1/4 - 2/3 CUP OF RAW HONEY (MANUKA IS DELISH!) AND OR COCONUT SYTRUP. I mix both of these, coconut syrup tastes a lot like maple syrup and the manuka honey has so many hilights to it it's divine.

2/3 CUP RAW CACAO BUTTER - you can buy this in handy nibs which look like white choc, but only smell like choc (o sugar yet to make it sweet)







1) Boil some water in a saucepan, place raw cacao butter nibs into a second metal or glass bowl, then lower this into the boiled pot of water. Hold it there, being careful not to place it so far in that it touches the base and comes into contact with direct heat - things could get funky then. Just gently heat the cacao butter till it melts, stirring to hurry the process a little.

2) Make nut butter by blending the nuts and coconut oil in your bullet food processor. Blend until smooth - or as close to smooth as you can manage. If it's lumpy with nuts, then

3) Transfer the nut butter and all other ingredients (you may hold off on the coconut for now) to a LARGER processor container if using small bullet blending attachment for the nut butter, otherwise just add to the nut butter container.

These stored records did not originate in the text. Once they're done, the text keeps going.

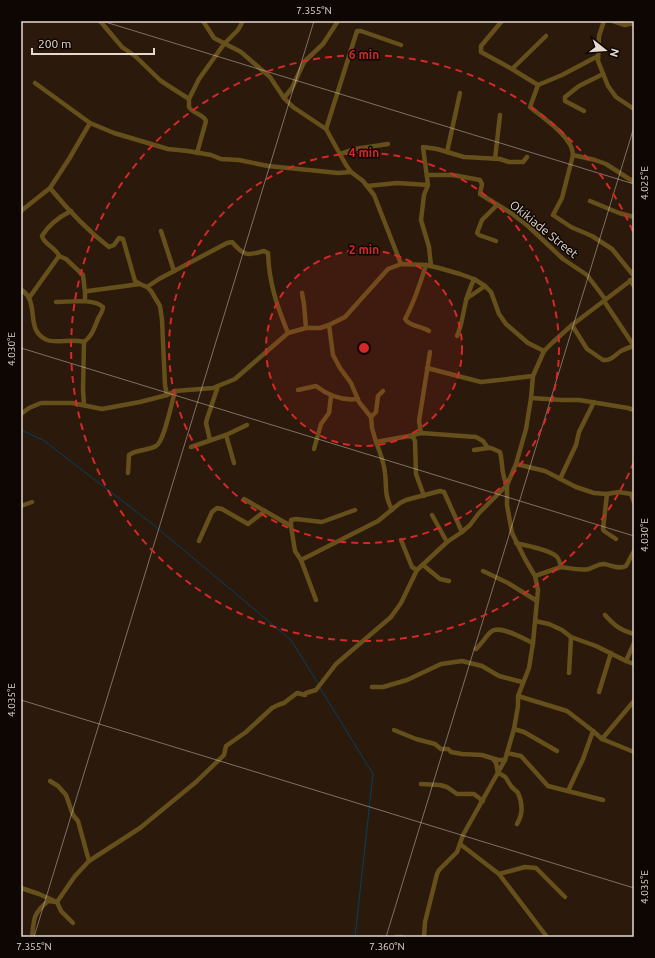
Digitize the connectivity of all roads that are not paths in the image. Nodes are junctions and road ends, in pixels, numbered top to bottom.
1 (100, 21) edge
2 (203, 21) edge
3 (243, 21) edge
4 (338, 21) edge
5 (502, 21) edge
6 (604, 21) edge
7 (613, 21) edge
8 (634, 23) edge
9 (546, 36) dead end
10 (224, 44) junction
11 (402, 45) dead end
12 (598, 56) junction
13 (512, 69) junction
14 (603, 74) junction
15 (36, 83) dead end
16 (538, 85) junction
17 (460, 93) dead end
18 (284, 98) junction
19 (189, 99) junction
20 (634, 109) edge
21 (584, 111) dead end
22 (500, 115) dead end
23 (90, 123) junction
24 (326, 129) junction
25 (388, 144) dead end
26 (447, 152) junction
27 (197, 153) junction
28 (340, 154) junction
29 (572, 155) junction
30 (527, 157) dead end
31 (494, 159) junction
32 (351, 172) junction
33 (427, 175) junction
34 (634, 182) edge
35 (428, 185) junction
36 (367, 186) junction
37 (50, 188) junction
38 (590, 201) dead end
39 (497, 205) junction
40 (21, 211) edge
41 (71, 211) junction
42 (634, 217) edge
43 (161, 231) dead end
44 (496, 241) dead end
45 (59, 256) junction
46 (401, 264) junction
47 (429, 265) junction
48 (174, 271) junction
49 (633, 278) edge
50 (474, 279) junction
51 (140, 284) junction
52 (485, 286) junction
53 (634, 286) edge
54 (147, 287) junction
55 (21, 289) edge
56 (85, 292) junction
57 (302, 293) dead end
58 (29, 298) junction
59 (466, 299) junction
60 (605, 300) junction
61 (85, 301) junction
62 (56, 302) dead end
63 (329, 325) junction
64 (572, 325) junction
65 (306, 328) junction
66 (428, 331) dead end
67 (288, 333) junction
68 (457, 336) dead end
69 (84, 342) junction
70 (634, 346) edge
71 (544, 351) junction
72 (430, 352) dead end
73 (427, 368) junction
74 (533, 376) junction
75 (218, 386) junction
76 (298, 390) dead end
77 (175, 391) junction
78 (383, 391) dead end
79 (167, 395) junction
80 (331, 396) junction
81 (358, 398) junction
82 (531, 398) junction
83 (594, 402) junction
84 (84, 405) junction
85 (634, 410) edge
86 (21, 414) edge
87 (371, 417) junction
88 (246, 425) dead end
89 (421, 432) junction
90 (226, 435) junction
91 (409, 436) junction
92 (210, 440) junction
93 (376, 442) junction
94 (191, 447) dead end
95 (488, 448) junction
96 (314, 449) dead end
97 (474, 450) dead end
98 (234, 463) dead end
99 (516, 464) junction
100 (128, 473) dead end
101 (560, 479) junction
102 (507, 485) junction
103 (607, 494) junction
104 (632, 494) edge
105 (424, 496) junction
106 (244, 499) dead end
107 (32, 502) dead end
108 (634, 502) edge
109 (21, 506) edge
110 (355, 510) dead end
111 (392, 510) junction
112 (265, 511) junction
113 (432, 515) dead end
114 (291, 526) junction
115 (462, 532) junction
116 (616, 539) dead end
117 (401, 540) dead end
118 (199, 541) dead end
119 (447, 542) junction
120 (516, 543) junction
121 (634, 551) edge
122 (301, 560) junction
123 (423, 564) junction
124 (561, 567) junction
125 (417, 570) junction
126 (483, 571) dead end
127 (535, 576) junction
128 (449, 581) dead end
129 (316, 600) dead end
130 (537, 601) junction
131 (605, 615) dead end
132 (535, 621) junction
133 (634, 634) edge
134 (571, 637) junction
135 (533, 643) junction
136 (634, 643) edge
137 (476, 649) dead end
138 (611, 653) junction
139 (626, 661) junction
140 (634, 664) edge
141 (569, 673) dead end
142 (522, 682) junction
143 (372, 688) dead end
144 (599, 692) dead end
145 (518, 696) junction
146 (634, 702) edge
147 (514, 729) junction
148 (394, 730) dead end
149 (593, 731) junction
150 (602, 739) junction
151 (557, 751) dead end
152 (634, 752) edge
153 (507, 753) junction
154 (493, 759) junction
155 (505, 760) junction
156 (498, 773) junction
157 (50, 781) dead end
158 (421, 784) dead end
159 (568, 791) junction
160 (603, 800) dead end
161 (484, 801) junction
162 (517, 824) dead end
163 (460, 844) junction
164 (89, 862) junction
165 (499, 874) junction
166 (21, 888) edge
167 (565, 897) dead end
168 (57, 902) junction
169 (73, 923) dead end
170 (422, 936) edge
171 (32, 937) edge
172 (396, 937) edge
173 (402, 937) edge
174 (547, 937) edge

1 - 19 street
2 - 10 street
3 - 10 street
4 - 18 street
5 - 13 street
6 - 12 street
7 - 8 street
9 - 13 street
10 - 18 street
10 - 19 street
11 - 24 street
12 - 14 street
12 - 16 street
13 - 16 street
14 - 20 street
14 - 21 street
15 - 23 street
16 - 29 street
17 - 26 street
18 - 24 street
19 - 27 street
22 - 31 street
23 - 27 street
23 - 37 street
24 - 28 street
25 - 28 street
26 - 31 street
26 - 33 street
27 - 32 street
28 - 32 street
29 - 34 street
29 - 49 street
30 - 31 street
32 - 36 street
33 - 35 street
33 - 39 street, Okikiade Street
35 - 36 street
35 - 47 street
36 - 46 street
37 - 40 street
37 - 41 street
38 - 42 street
39 - 44 street
39 - 60 street, Okikiade Street
41 - 45 street
41 - 51 street
43 - 48 street
45 - 56 street
45 - 58 street
46 - 47 street
46 - 63 street
47 - 50 street
47 - 66 street
48 - 54 street
48 - 67 street
49 - 53 street
49 - 60 street
50 - 52 street
50 - 59 street
51 - 54 street
51 - 56 street
52 - 59 street
52 - 71 street
54 - 79 street
55 - 58 street
56 - 61 street
57 - 65 street
58 - 69 street
59 - 68 street
60 - 64 street
60 - 70 street, Okikiade Street
61 - 62 street
61 - 69 street
63 - 65 street
63 - 81 street
64 - 70 street
64 - 71 street
65 - 67 street
67 - 75 street
69 - 84 street
71 - 74 street
72 - 73 street
73 - 74 street
73 - 89 street
74 - 82 street
75 - 77 street
75 - 92 street
76 - 80 street
77 - 79 street
77 - 100 street
78 - 87 street
79 - 84 street
80 - 81 street
80 - 96 street
81 - 87 street
82 - 83 street
82 - 99 street
83 - 85 street
83 - 101 street
84 - 86 street
87 - 93 street
88 - 90 street
89 - 91 street
89 - 95 street
90 - 92 street
90 - 98 street
91 - 93 street
91 - 105 street
92 - 94 street
93 - 111 street
95 - 97 street
95 - 102 street
99 - 101 street
99 - 102 street
101 - 103 street
102 - 115 street
102 - 120 street
103 - 104 street
103 - 116 street
104 - 108 street
105 - 111 street
105 - 115 street
106 - 112 street
107 - 109 street
110 - 114 street
111 - 122 street
112 - 114 street
112 - 118 street
113 - 119 street
114 - 122 street
115 - 119 street
117 - 125 street
119 - 123 street
120 - 124 street
120 - 127 street
121 - 124 street
122 - 129 street
123 - 125 street
123 - 128 street
124 - 127 street
125 - 164 street
126 - 130 street
127 - 130 street
130 - 132 street
131 - 133 street
132 - 134 street
132 - 135 street
134 - 138 street
134 - 141 street
135 - 137 street
135 - 142 street
136 - 139 street
138 - 139 street
138 - 144 street
139 - 140 street
142 - 143 street
142 - 145 street
145 - 147 street
145 - 149 street
146 - 150 street
147 - 151 street
147 - 153 street
148 - 154 street
149 - 150 street
149 - 159 street
150 - 152 street
153 - 155 street
153 - 159 street
154 - 155 street
154 - 156 street
155 - 156 street
156 - 161 street
156 - 162 street
157 - 164 street
158 - 161 street
159 - 160 street
161 - 163 street
163 - 165 street
163 - 170 street
164 - 168 street
165 - 167 street
165 - 174 street
166 - 168 street
168 - 169 street
168 - 171 street
172 - 173 street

4) Process these ingredients until nicely combined. 

5) Using either ice cube trays, or chocolate templates (Woolworths and big W sell cute ones for $10 - 15 bucks), spray or drop some virgin coconut oil into the templates/trays and mix around with your finger. This is so the choccies come out after you're done!

6) Transfer the choc mixture into the templates with a tsp. After you have transferred half of your batch, you could now add coconut to the second half. Or even chopped dried fruits and nuts for extra crunch and flavour.

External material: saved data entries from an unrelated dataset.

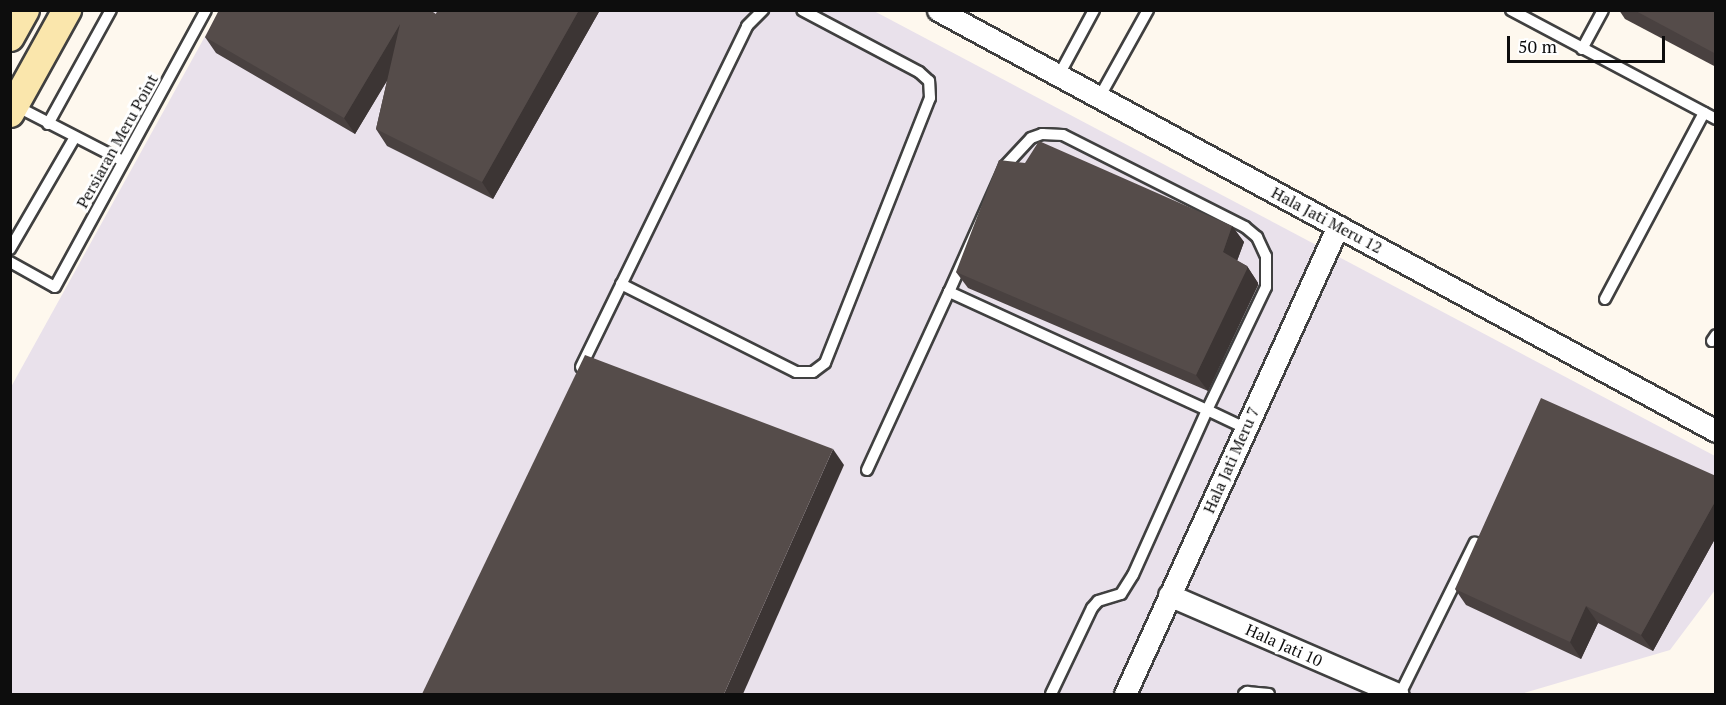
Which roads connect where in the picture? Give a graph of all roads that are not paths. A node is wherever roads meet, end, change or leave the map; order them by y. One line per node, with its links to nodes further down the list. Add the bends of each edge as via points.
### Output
1 (25, 10): 12 (main road)
2 (67, 10): 16 (main road)
3 (111, 10): 19 (lane)
4 (206, 10): 21 (lane, Persiaran Meru Point)
5 (763, 10): 25 (lane, via 747,26)
6 (802, 10): 25 (lane, via 929,81 930,98 825,363 813,372 796,372)
7 (938, 10): 14 (street, Hala Jati Meru 12)
8 (1094, 10): 14 (lane)
9 (1148, 10): 15 (lane)
10 (1511, 10): 13 (lane)
11 (1603, 10): 13 (lane)
12 (10, 37)
13 (1582, 49): 17 (lane)
14 (1059, 75): 15 (street, Hala Jati Meru 12)
15 (1100, 98): 22 (street, Hala Jati Meru 12)
16 (13, 109): 19 (lane)
17 (1704, 113): 18 (lane); 27 (lane)
18 (1716, 119)
19 (48, 124): 20 (lane)
20 (75, 137): 21 (lane); 23 (lane)
21 (123, 161): 24 (lane, Persiaran Meru Point, via 55,287)
22 (1338, 226): 30 (street, Hala Jati Meru 7); 31 (street, Hala Jati Meru 12)
23 (10, 249)
24 (10, 262)
25 (621, 284): 28 (lane)
26 (949, 292): 29 (lane); 29 (lane, via 1005,166 1031,138 1063,135 1245,227 1257,237 1266,256 1266,287); 32 (lane)
27 (1605, 299)
28 (578, 374)
29 (1207, 410): 30 (lane); 35 (lane, via 1132,575 1121,594 1098,601 1092,608)
30 (1245, 428): 34 (street, Hala Jati Meru 7)
31 (1716, 431)
32 (867, 471)
33 (1475, 542): 39 (lane)
34 (1169, 595): 36 (street, Hala Jati Meru 7); 39 (street, Hala Jati 10)
35 (1051, 694)
36 (1125, 694)
37 (1244, 694): 38 (lane)
38 (1269, 694)
39 (1399, 694)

7) Place containers in freezer for ten plus minutes. Take out and slam those babies down on the clean kitchen bench you now have because you're not a grub and washed your precious food processor, then wiped down the benches with a tea tree or eucalyptus spray solution didn't you!! Now turn them over and smash it again. They should all fall out nicely. 
If not, stand there and think on it for a few minutes. As the possibilities are running through your mind of how you could possibly get those babies out, they will be melting at room temp hopefully, enough that the next time you try, miraculously - they'll just fall out like golden awesomeness.

Place these into the fridge, in handy snap containers. They are very rich, and at first you may think "Woah!" but you'll be back for more. My word, you'll be back.